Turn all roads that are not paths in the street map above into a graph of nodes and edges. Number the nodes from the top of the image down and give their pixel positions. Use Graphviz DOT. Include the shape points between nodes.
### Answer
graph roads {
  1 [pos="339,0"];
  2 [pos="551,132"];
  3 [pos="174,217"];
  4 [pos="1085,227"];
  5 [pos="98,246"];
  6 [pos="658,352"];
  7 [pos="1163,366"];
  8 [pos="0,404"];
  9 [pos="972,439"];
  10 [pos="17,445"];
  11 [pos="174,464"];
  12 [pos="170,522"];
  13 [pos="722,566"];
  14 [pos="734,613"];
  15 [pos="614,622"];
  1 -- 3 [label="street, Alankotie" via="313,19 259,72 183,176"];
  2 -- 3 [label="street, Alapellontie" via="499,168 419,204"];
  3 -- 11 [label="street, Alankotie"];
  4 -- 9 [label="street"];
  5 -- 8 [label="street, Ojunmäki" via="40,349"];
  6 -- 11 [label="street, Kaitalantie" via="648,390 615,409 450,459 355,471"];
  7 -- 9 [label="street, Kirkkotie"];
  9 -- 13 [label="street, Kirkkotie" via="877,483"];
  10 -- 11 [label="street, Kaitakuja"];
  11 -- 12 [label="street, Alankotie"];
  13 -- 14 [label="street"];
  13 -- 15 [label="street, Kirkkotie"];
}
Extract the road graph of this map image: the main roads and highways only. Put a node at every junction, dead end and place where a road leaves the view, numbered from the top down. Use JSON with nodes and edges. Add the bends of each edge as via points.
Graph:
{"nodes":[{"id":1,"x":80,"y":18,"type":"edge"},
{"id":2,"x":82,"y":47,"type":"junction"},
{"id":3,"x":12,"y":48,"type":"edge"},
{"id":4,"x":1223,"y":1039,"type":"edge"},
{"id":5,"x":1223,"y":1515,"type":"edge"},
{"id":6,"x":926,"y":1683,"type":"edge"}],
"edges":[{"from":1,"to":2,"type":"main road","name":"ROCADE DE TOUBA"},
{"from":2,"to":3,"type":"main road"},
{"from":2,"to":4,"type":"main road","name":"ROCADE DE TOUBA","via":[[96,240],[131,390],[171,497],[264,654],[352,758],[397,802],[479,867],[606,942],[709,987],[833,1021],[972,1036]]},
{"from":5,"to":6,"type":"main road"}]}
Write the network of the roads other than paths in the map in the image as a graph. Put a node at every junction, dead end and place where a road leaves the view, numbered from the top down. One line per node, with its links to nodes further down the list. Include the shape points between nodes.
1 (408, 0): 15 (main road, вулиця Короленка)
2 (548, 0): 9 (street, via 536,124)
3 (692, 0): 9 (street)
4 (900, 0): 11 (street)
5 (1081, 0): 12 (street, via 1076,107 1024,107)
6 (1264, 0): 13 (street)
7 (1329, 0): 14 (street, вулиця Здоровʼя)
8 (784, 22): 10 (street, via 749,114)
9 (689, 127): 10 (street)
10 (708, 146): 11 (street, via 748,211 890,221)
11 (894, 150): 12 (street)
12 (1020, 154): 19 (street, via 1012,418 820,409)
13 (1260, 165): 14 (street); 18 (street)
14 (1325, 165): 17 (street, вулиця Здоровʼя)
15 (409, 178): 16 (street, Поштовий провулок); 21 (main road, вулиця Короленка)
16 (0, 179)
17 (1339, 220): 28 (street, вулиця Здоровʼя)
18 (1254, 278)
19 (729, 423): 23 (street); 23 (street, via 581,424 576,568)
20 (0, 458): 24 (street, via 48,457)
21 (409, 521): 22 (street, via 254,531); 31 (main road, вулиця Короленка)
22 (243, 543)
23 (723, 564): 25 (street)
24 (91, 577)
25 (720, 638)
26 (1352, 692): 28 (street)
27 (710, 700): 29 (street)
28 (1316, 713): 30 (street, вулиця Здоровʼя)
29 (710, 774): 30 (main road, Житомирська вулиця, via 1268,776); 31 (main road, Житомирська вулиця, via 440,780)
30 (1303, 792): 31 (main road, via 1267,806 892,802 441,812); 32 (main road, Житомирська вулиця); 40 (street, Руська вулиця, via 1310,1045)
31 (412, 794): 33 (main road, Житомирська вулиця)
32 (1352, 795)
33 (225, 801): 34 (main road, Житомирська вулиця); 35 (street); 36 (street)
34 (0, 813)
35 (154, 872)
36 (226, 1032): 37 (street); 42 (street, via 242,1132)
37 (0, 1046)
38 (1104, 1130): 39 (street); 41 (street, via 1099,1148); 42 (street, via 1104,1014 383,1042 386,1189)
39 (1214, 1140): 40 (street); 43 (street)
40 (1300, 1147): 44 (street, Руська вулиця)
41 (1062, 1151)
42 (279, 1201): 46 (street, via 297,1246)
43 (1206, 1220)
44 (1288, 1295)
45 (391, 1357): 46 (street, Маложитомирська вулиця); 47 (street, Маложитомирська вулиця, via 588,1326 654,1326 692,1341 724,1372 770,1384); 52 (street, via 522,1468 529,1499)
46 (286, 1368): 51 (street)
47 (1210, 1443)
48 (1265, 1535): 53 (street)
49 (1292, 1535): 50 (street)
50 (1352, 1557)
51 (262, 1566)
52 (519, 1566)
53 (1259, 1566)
________
All the records, as written, must be given again.

• _Result of the task_:
Turn all roads that are not paths in the street map above into a graph of nodes and edges. Number the nodes from the top of the image down and give their pixel positions. Use Graphviz DOT. Include the shape points between nodes.
### Answer
graph roads {
  1 [pos="339,0"];
  2 [pos="551,132"];
  3 [pos="174,217"];
  4 [pos="1085,227"];
  5 [pos="98,246"];
  6 [pos="658,352"];
  7 [pos="1163,366"];
  8 [pos="0,404"];
  9 [pos="972,439"];
  10 [pos="17,445"];
  11 [pos="174,464"];
  12 [pos="170,522"];
  13 [pos="722,566"];
  14 [pos="734,613"];
  15 [pos="614,622"];
  1 -- 3 [label="street, Alankotie" via="313,19 259,72 183,176"];
  2 -- 3 [label="street, Alapellontie" via="499,168 419,204"];
  3 -- 11 [label="street, Alankotie"];
  4 -- 9 [label="street"];
  5 -- 8 [label="street, Ojunmäki" via="40,349"];
  6 -- 11 [label="street, Kaitalantie" via="648,390 615,409 450,459 355,471"];
  7 -- 9 [label="street, Kirkkotie"];
  9 -- 13 [label="street, Kirkkotie" via="877,483"];
  10 -- 11 [label="street, Kaitakuja"];
  11 -- 12 [label="street, Alankotie"];
  13 -- 14 [label="street"];
  13 -- 15 [label="street, Kirkkotie"];
}
Extract the road graph of this map image: the main roads and highways only. Put a node at every junction, dead end and place where a road leaves the view, numbered from the top down. Use JSON with nodes and edges. Add the bends of each edge as via points.
Graph:
{"nodes":[{"id":1,"x":80,"y":18,"type":"edge"},
{"id":2,"x":82,"y":47,"type":"junction"},
{"id":3,"x":12,"y":48,"type":"edge"},
{"id":4,"x":1223,"y":1039,"type":"edge"},
{"id":5,"x":1223,"y":1515,"type":"edge"},
{"id":6,"x":926,"y":1683,"type":"edge"}],
"edges":[{"from":1,"to":2,"type":"main road","name":"ROCADE DE TOUBA"},
{"from":2,"to":3,"type":"main road"},
{"from":2,"to":4,"type":"main road","name":"ROCADE DE TOUBA","via":[[96,240],[131,390],[171,497],[264,654],[352,758],[397,802],[479,867],[606,942],[709,987],[833,1021],[972,1036]]},
{"from":5,"to":6,"type":"main road"}]}
Write the network of the roads other than paths in the map in the image as a graph. Put a node at every junction, dead end and place where a road leaves the view, numbered from the top down. One line per node, with its links to nodes further down the list. Include the shape points between nodes.
1 (408, 0): 15 (main road, вулиця Короленка)
2 (548, 0): 9 (street, via 536,124)
3 (692, 0): 9 (street)
4 (900, 0): 11 (street)
5 (1081, 0): 12 (street, via 1076,107 1024,107)
6 (1264, 0): 13 (street)
7 (1329, 0): 14 (street, вулиця Здоровʼя)
8 (784, 22): 10 (street, via 749,114)
9 (689, 127): 10 (street)
10 (708, 146): 11 (street, via 748,211 890,221)
11 (894, 150): 12 (street)
12 (1020, 154): 19 (street, via 1012,418 820,409)
13 (1260, 165): 14 (street); 18 (street)
14 (1325, 165): 17 (street, вулиця Здоровʼя)
15 (409, 178): 16 (street, Поштовий провулок); 21 (main road, вулиця Короленка)
16 (0, 179)
17 (1339, 220): 28 (street, вулиця Здоровʼя)
18 (1254, 278)
19 (729, 423): 23 (street); 23 (street, via 581,424 576,568)
20 (0, 458): 24 (street, via 48,457)
21 (409, 521): 22 (street, via 254,531); 31 (main road, вулиця Короленка)
22 (243, 543)
23 (723, 564): 25 (street)
24 (91, 577)
25 (720, 638)
26 (1352, 692): 28 (street)
27 (710, 700): 29 (street)
28 (1316, 713): 30 (street, вулиця Здоровʼя)
29 (710, 774): 30 (main road, Житомирська вулиця, via 1268,776); 31 (main road, Житомирська вулиця, via 440,780)
30 (1303, 792): 31 (main road, via 1267,806 892,802 441,812); 32 (main road, Житомирська вулиця); 40 (street, Руська вулиця, via 1310,1045)
31 (412, 794): 33 (main road, Житомирська вулиця)
32 (1352, 795)
33 (225, 801): 34 (main road, Житомирська вулиця); 35 (street); 36 (street)
34 (0, 813)
35 (154, 872)
36 (226, 1032): 37 (street); 42 (street, via 242,1132)
37 (0, 1046)
38 (1104, 1130): 39 (street); 41 (street, via 1099,1148); 42 (street, via 1104,1014 383,1042 386,1189)
39 (1214, 1140): 40 (street); 43 (street)
40 (1300, 1147): 44 (street, Руська вулиця)
41 (1062, 1151)
42 (279, 1201): 46 (street, via 297,1246)
43 (1206, 1220)
44 (1288, 1295)
45 (391, 1357): 46 (street, Маложитомирська вулиця); 47 (street, Маложитомирська вулиця, via 588,1326 654,1326 692,1341 724,1372 770,1384); 52 (street, via 522,1468 529,1499)
46 (286, 1368): 51 (street)
47 (1210, 1443)
48 (1265, 1535): 53 (street)
49 (1292, 1535): 50 (street)
50 (1352, 1557)
51 (262, 1566)
52 (519, 1566)
53 (1259, 1566)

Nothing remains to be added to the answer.